2007

Terminada a competição norte-americana no dia 7 de Maio, a Keep Flying tinha pela frente o IX SAE Aerodesign Brasil. O desafio seria grande, já que até o momento todos os esforços da equipe haviam sido direcionados para o SAE Aerodesign East. O tempo era curto, mas a vontade de desenvolver um projeto competitivo era ainda maior.

Em cerca de dois meses o relatório técnico deveria ser entregue e o projeto ainda estava no zero! Não fosse o recurso do Modelo de Síntese, não seria possível elaborar o relatório dentro do prazo.

Para o novo avião, a equipe decidiu testar dispositivos e configurações aerodinâmicas pela primeira vez. Primeiramente, optou-se por utilizar flaps. O segundo dispositivo era o winglet. A ideia de usá-lo veio de contatos feitos com as equipes da competição internacional.
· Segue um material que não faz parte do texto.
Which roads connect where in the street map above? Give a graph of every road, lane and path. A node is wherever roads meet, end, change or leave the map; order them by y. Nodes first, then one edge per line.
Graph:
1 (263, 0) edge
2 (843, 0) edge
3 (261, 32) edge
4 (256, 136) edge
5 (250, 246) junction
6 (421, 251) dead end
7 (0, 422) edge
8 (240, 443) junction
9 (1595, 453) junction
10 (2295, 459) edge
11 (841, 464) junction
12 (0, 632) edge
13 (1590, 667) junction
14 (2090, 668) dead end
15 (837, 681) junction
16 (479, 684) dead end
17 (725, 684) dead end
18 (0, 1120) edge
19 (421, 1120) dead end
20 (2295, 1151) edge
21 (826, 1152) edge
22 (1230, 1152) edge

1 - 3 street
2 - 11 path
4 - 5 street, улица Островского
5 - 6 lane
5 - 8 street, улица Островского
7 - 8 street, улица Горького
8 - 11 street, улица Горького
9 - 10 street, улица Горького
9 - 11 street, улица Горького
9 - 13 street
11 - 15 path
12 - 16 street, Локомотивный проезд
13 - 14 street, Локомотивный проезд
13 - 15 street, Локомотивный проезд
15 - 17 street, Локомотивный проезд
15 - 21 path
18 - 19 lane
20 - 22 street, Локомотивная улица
Por último, devido à restrição de altura do hangar, usou-se a configuração de cauda em \\\"U\\\", o que também aumenta a eficiência do estabilizador horizontal.

Um protótipo foi desenvolvido a fim de coletar dados de voo para o relatório, mas infelizmente foi uma decolagem sem pouso. No entanto, o prazo foi cumprido e pela primeira vez, a Keep Flying não recebeu punições por atraso no envio de relatório. Após isto, a meta era conseguir enviar para os juízes da SAE um vídeo de voo bem sucedido para bonificação. Mais uma vez, as dificuldades foram contornadas e o vídeo pôde ser feito.

Vários voos-teste foram realizados. No primeiro dia da competição, a apresentação oral foi muito elogiada, principalmente o método computacional utilizado. A grande surpresa foi na divulgação da nota de relatório. Pela primeira vez, a Keep Flying ficou entre as dez melhores avaliações técnicas!

A grande decepção veio na competição de voo, onde a equipe conseguiu validar apenas uma tentativa, com uma massa considerável 9,95kg. Foi o suficiente para conquistar a 9ª colocação, mas ficou abaixo do esperado por todos envolvidos no projeto.